╭─ GIVEN INFORMATION

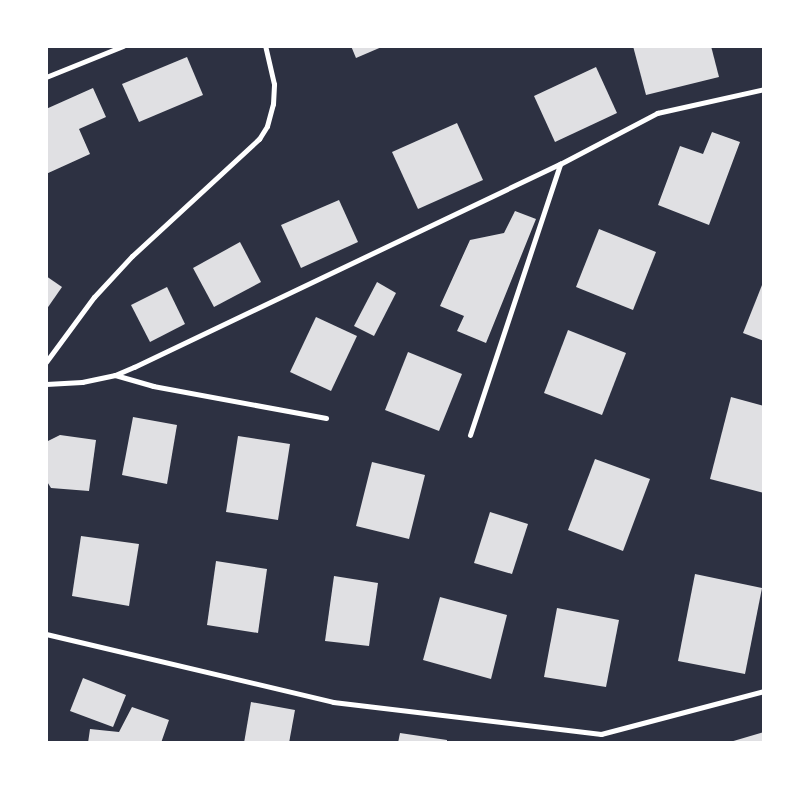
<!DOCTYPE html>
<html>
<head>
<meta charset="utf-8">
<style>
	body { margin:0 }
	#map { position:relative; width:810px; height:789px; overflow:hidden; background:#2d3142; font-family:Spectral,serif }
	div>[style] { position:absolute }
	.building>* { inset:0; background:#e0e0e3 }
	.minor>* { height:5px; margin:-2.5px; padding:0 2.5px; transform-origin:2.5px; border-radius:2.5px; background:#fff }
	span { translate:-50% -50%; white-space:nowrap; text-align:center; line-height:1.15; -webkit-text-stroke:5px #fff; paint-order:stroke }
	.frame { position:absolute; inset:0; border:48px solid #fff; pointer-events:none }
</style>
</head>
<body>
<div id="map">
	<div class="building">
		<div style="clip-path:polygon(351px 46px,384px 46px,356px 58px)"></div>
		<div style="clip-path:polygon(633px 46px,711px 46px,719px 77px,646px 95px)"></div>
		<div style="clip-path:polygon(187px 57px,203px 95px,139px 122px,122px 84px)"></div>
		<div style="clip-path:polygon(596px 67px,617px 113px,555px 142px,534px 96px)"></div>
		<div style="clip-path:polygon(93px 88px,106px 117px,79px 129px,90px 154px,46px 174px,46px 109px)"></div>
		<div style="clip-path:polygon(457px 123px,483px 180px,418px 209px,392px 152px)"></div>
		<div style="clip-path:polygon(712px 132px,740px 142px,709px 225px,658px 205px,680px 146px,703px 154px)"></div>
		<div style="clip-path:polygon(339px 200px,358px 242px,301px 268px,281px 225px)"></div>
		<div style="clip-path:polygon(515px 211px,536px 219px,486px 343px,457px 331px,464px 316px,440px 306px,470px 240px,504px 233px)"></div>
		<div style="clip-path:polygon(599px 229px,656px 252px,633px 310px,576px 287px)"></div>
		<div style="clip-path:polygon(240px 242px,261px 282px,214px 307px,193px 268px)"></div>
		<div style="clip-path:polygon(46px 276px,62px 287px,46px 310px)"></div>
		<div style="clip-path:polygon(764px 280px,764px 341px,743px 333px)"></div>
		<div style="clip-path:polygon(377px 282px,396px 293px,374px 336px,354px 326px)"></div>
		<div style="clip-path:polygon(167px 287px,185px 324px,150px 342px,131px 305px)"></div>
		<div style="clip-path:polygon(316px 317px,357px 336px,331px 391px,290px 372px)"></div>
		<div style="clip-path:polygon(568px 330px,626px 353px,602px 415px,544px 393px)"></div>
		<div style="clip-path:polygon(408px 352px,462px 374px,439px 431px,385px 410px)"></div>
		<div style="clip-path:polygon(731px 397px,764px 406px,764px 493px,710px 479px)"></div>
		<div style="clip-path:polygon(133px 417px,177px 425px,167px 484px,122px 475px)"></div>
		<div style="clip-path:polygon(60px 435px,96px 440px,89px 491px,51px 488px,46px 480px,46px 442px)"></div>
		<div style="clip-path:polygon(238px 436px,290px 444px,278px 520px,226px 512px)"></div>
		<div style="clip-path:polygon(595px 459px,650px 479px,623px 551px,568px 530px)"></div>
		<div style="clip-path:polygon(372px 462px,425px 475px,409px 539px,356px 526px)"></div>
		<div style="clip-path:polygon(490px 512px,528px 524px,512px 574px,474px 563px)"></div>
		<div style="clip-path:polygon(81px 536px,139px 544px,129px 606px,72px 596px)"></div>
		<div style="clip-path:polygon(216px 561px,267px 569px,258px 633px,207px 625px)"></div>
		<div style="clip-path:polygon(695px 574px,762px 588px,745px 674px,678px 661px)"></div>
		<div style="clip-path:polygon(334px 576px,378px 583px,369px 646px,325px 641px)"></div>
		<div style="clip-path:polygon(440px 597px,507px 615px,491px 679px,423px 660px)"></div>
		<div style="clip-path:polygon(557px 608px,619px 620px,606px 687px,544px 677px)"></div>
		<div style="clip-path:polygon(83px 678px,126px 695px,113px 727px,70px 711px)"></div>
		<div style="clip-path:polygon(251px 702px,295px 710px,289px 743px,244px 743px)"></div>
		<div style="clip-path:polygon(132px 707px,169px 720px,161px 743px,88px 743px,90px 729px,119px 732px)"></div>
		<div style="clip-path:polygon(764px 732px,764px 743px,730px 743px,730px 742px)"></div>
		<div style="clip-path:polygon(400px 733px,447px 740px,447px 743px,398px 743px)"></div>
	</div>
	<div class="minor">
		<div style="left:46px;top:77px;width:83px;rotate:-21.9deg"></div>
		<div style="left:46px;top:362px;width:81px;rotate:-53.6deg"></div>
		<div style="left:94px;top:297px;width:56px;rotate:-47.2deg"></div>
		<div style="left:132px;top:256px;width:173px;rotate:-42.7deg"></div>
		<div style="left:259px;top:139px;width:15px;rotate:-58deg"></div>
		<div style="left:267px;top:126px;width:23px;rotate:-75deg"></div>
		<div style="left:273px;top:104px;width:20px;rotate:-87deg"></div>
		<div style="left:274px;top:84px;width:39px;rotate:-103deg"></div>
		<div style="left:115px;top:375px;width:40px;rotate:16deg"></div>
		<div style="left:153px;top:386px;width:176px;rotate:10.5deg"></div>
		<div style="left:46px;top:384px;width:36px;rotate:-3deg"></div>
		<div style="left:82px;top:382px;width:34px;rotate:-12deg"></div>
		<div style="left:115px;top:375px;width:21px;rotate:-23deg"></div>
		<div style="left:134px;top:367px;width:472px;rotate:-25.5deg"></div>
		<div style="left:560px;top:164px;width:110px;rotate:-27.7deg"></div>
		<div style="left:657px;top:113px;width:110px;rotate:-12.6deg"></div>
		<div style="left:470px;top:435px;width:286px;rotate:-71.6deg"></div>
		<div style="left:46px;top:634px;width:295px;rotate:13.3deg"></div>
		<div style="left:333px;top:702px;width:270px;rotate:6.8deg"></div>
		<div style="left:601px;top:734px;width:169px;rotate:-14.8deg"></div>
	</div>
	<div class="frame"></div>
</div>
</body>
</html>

╰─

- EXERCISE PROMPT:
The answer must be the lines of the entries above, written out exactly from the first through the one with "position:relative; width:810px; height:789px;", and no pictures.

- SOLVED EXERCISE:
<!DOCTYPE html>
<html>
<head>
<meta charset="utf-8">
<style>
	body { margin:0 }
	#map { position:relative; width:810px; height:789px; overflow:hidden; background:#2d3142; font-family:Spectral,serif }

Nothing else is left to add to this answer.